By Marsden Epworth, Lakeville Journal

2010-12-16

Love shines. It dies, too. And it appears in unpredictable places: between buddies, between strangers, between longtime lovers.

That’s what “Almost, Maine” is all about: eight minuscule plays that tell us language counts, so does taking chances. So does quitting when there’s nothing left. That happens too, sometimes.

John Cariani’s imaginary place, Almost, Maine, if it were real, would be in the most northern part of the state, where winters cling from October to May and the population spreads itself out at about 11 persons for each square mile.

And maybe it’s the northern lights, the massive and empty sky, the unrelenting cold, the unrelenting scent of pine trees, but everyone is a little cracked.

Even the people who just turn up there. Like Glory (Robin Maitland) in “Her Heart.”

Glory arrives one Friday night and sets up camp in a stranger’s  front yard. She wants to see her husband’s course along the aurora borealis to heaven.

She wants to apologize.

For killing him.

Sort of.

East (Michael Ritts), the stranger with the front yard, is a repairman by trade. And before this story ends, he has made clear that even broken hearts can be fixed.

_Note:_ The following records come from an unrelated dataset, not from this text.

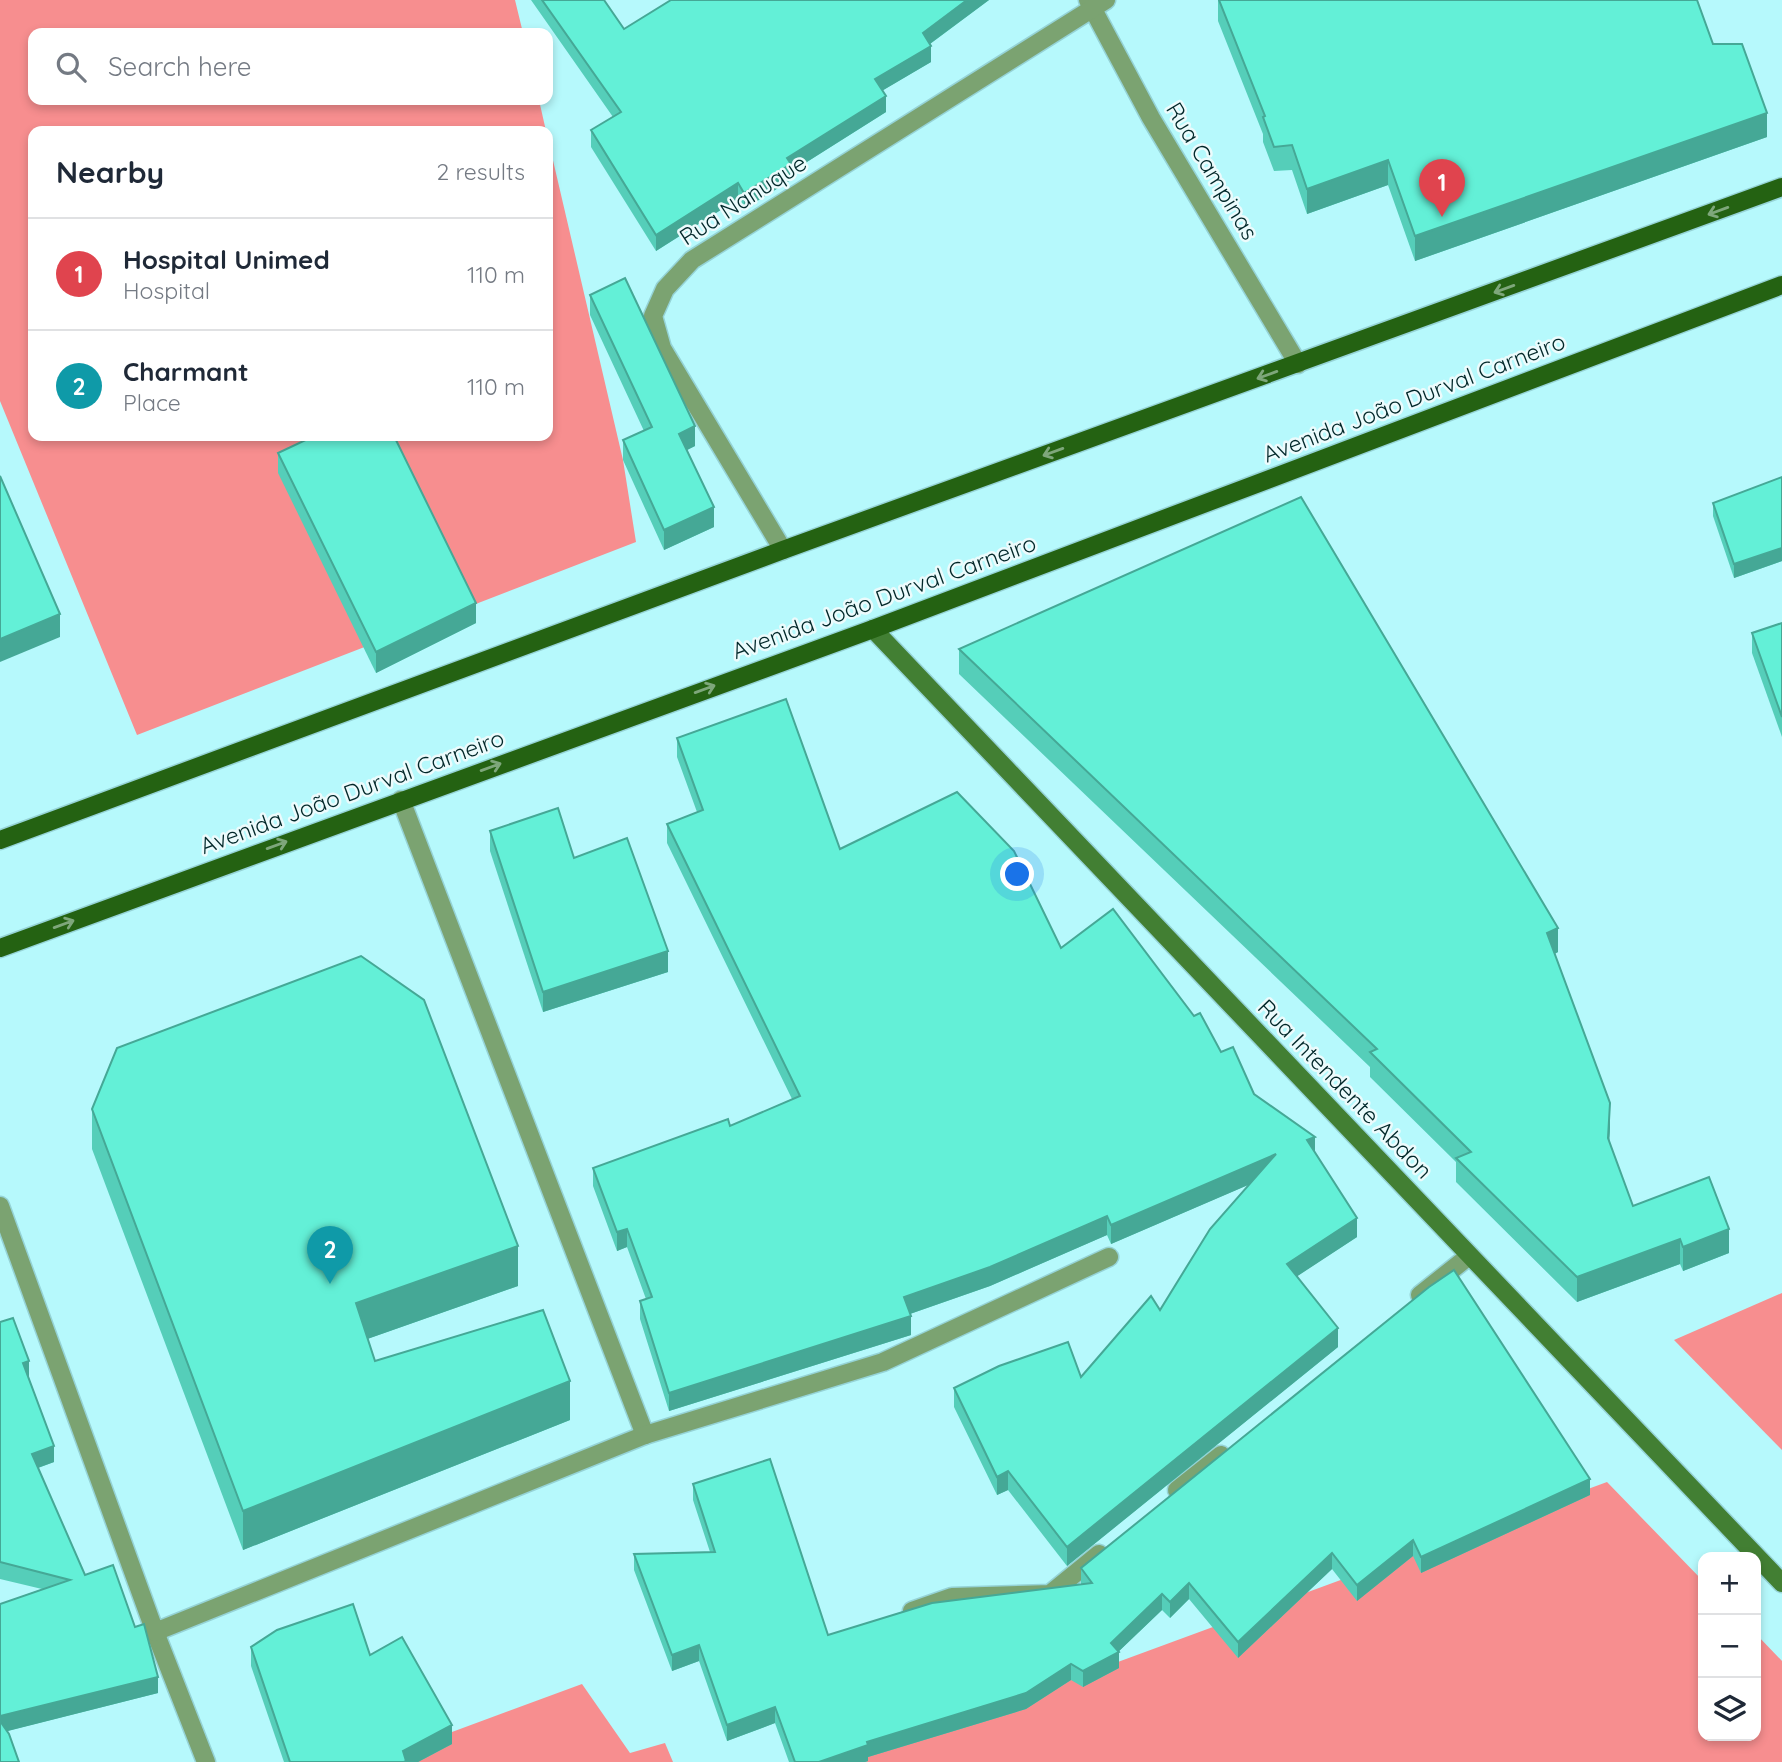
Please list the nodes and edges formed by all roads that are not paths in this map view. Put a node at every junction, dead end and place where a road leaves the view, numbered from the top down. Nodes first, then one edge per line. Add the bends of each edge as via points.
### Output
1 (1096, 3) edge
2 (1782, 187) edge
3 (1782, 285) edge
4 (1298, 364) junction
5 (783, 550) junction
6 (873, 629) junction
7 (401, 800) junction
8 (0, 840) edge
9 (0, 948) edge
10 (0, 1206) edge
11 (1469, 1256) junction
12 (1109, 1257) edge
13 (1405, 1308) edge
14 (645, 1435) junction
15 (1231, 1446) edge
16 (1167, 1498) edge
17 (1114, 1542) edge
18 (1782, 1583) edge
19 (902, 1615) edge
20 (155, 1632) junction
21 (205, 1762) edge

1 - 4 street, Rua Campinas via 1152,118
1 - 5 street, Rua Nanuque via 692,260 665,289 653,316 662,348
2 -> 4 main road
3 - 6 main road, Avenida João Durval Carneiro
4 -> 5 main road
5 - 8 main road
7 -> 6 main road, Avenida João Durval Carneiro
6 - 11 street, Rua Intendente Abdon
9 -> 7 main road, Avenida João Durval Carneiro
7 - 14 street
10 - 20 street
11 - 13 street
11 - 18 street, Rua Intendente Abdon
12 - 14 street via 883,1362
14 - 20 street
15 - 16 street
17 - 19 street via 1050,1594 951,1597
20 - 21 street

But not always. In “Where It Went,” Marci and Phil (Adrienne Marra Brown and Michael Wright) come to see they are too lonely with each other to stay married.

Mostly, though, Cariani’s people are struck and amazed by each other, notably in “They Fell.”

Randy and Chad (David Martin and Christopher Smith) are buddies who have had their disappointments with women. Bad disappointments.

Before long, though, in a delightful play on words and some loose-jointed theatrical antics, the two see where true, or at least amazing, love lies, at last. With each other.

Coriani has delightful people here: Steve (Martin) suffers from “congenital analgesia.” He can’t feel pain so he must list all the things that could injure him. But some injuries, he learns,  like those from a beautiful woman, are worth the hurt.

And there is Rhonda (Brown), a tomboy who is amazed to see that guys are good for more than snowmobiling with.

“Almost, Maine” has been around since 2004, and now and then critics have knocked its sweet, hopeful, eccentric ways. But this play is a fine choice for New Milford’s TheatreWorks, an institution devoted to a wary, even baleful, view of the holidays, like last year’s “Season’s Greetings” about bad behavior at Christmas, and “Mrs. Bob Cratchit’s Wild Christmas Binge” the year before, a piece bent on knocking the sentimental wind out of holiday standards.

But if TheatreWorks  is breaking its stance on the season this year, it has chosen a delightful way to do it, with wonderful actors and very inventive directing by Glenn R. Couture and Robin Frome.